1 files changed, 211 insertions, 51 deletions
diff --git a/lib/Transforms/InstCombine/InstructionCombining.cpp b/lib/Transforms/InstCombine/InstructionCombining.cpp
index cff0d54472904..be7d43bbcf2c3 100644
--- a/lib/Transforms/InstCombine/InstructionCombining.cpp
+++ b/lib/Transforms/InstCombine/InstructionCombining.cpp
@@ -57,7 +57,6 @@
 #include "llvm/Analysis/OptimizationRemarkEmitter.h"
 #include "llvm/Analysis/TargetFolder.h"
 #include "llvm/Analysis/TargetLibraryInfo.h"
-#include "llvm/Transforms/Utils/Local.h"
 #include "llvm/Analysis/ValueTracking.h"
 #include "llvm/IR/BasicBlock.h"
 #include "llvm/IR/CFG.h"
@@ -97,6 +96,7 @@
 #include "llvm/Support/raw_ostream.h"
 #include "llvm/Transforms/InstCombine/InstCombine.h"
 #include "llvm/Transforms/InstCombine/InstCombineWorklist.h"
+#include "llvm/Transforms/Utils/Local.h"
 #include <algorithm>
 #include <cassert>
 #include <cstdint>
@@ -120,6 +120,10 @@ DEBUG_COUNTER(VisitCounter, "instcombine-visit",
               "Controls which instructions are visited");
 
 static cl::opt<bool>
+EnableCodeSinking("instcombine-code-sinking", cl::desc("Enable code sinking"),
+                                              cl::init(true));
+
+static cl::opt<bool>
 EnableExpensiveCombines("expensive-combines",
                         cl::desc("Enable expensive instruction combines"));
 
@@ -179,7 +183,10 @@ bool InstCombiner::shouldChangeType(unsigned FromWidth,
 /// a fundamental type in IR, and there are many specialized optimizations for
 /// i1 types.
 bool InstCombiner::shouldChangeType(Type *From, Type *To) const {
-  assert(From->isIntegerTy() && To->isIntegerTy());
+  // TODO: This could be extended to allow vectors.
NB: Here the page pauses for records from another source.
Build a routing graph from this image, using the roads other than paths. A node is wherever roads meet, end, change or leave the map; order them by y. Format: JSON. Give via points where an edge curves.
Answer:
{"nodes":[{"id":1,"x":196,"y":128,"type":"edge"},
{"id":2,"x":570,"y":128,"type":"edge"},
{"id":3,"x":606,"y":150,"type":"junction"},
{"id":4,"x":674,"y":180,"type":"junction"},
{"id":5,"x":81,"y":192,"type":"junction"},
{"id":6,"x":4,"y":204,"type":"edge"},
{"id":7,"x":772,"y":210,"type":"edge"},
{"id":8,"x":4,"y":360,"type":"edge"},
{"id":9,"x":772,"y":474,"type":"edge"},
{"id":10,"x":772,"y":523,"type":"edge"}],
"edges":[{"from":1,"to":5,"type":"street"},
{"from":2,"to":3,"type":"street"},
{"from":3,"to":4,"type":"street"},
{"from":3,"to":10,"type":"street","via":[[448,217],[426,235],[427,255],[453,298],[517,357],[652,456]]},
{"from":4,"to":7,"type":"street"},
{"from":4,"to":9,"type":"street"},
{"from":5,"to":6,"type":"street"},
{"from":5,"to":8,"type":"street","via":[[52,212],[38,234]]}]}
Datalayout changes might be
+  // needed to properly support that.
+  if (!From->isIntegerTy() || !To->isIntegerTy())
+    return false;
 
   unsigned FromWidth = From->getPrimitiveSizeInBits();
   unsigned ToWidth = To->getPrimitiveSizeInBits();
@@ -747,8 +754,9 @@ Value *InstCombiner::SimplifySelectsFeedingBinaryOp(BinaryOperator &I,
 /// Given a 'sub' instruction, return the RHS of the instruction if the LHS is a
 /// constant zero (which is the 'negate' form).
 Value *InstCombiner::dyn_castNegVal(Value *V) const {
-  if (BinaryOperator::isNeg(V))
-    return BinaryOperator::getNegArgument(V);
+  Value *NegV;
+  if (match(V, m_Neg(m_Value(NegV))))
+    return NegV;
 
   // Constants can be considered to be negated values if they can be folded.
   if (ConstantInt *C = dyn_cast<ConstantInt>(V))
@@ -1351,22 +1359,46 @@ Value *InstCombiner::Descale(Value *Val, APInt Scale, bool &NoSignedWrap) {
   } while (true);
 }
 
-Instruction *InstCombiner::foldShuffledBinop(BinaryOperator &Inst) {
+Instruction *InstCombiner::foldVectorBinop(BinaryOperator &Inst) {
   if (!Inst.getType()->isVectorTy()) return nullptr;
 
+  BinaryOperator::BinaryOps Opcode = Inst.getOpcode();
+  unsigned NumElts = cast<VectorType>(Inst.getType())->getNumElements();
+  Value *LHS = Inst.getOperand(0), *RHS = Inst.getOperand(1);
+  assert(cast<VectorType>(LHS->getType())->getNumElements() == NumElts);
+  assert(cast<VectorType>(RHS->getType())->getNumElements() == NumElts);
+
+  // If both operands of the binop are vector concatenations, then perform the
+  // narrow binop on each pair of the source operands followed by concatenation
+  // of the results.
+  Value *L0, *L1, *R0, *R1;
+  Constant *Mask;
+  if (match(LHS, m_ShuffleVector(m_Value(L0), m_Value(L1), m_Constant(Mask))) &&
+      match(RHS, m_ShuffleVector(m_Value(R0), m_Value(R1), m_Specific(Mask))) &&
+      LHS->hasOneUse() && RHS->hasOneUse() &&
+      cast<ShuffleVectorInst>(LHS)->isConcat()) {
+    // This transform does not have the speculative execution constraint as
+    // below because the shuffle is a concatenation. The new binops are
+    // operating on exactly the same elements as the existing binop.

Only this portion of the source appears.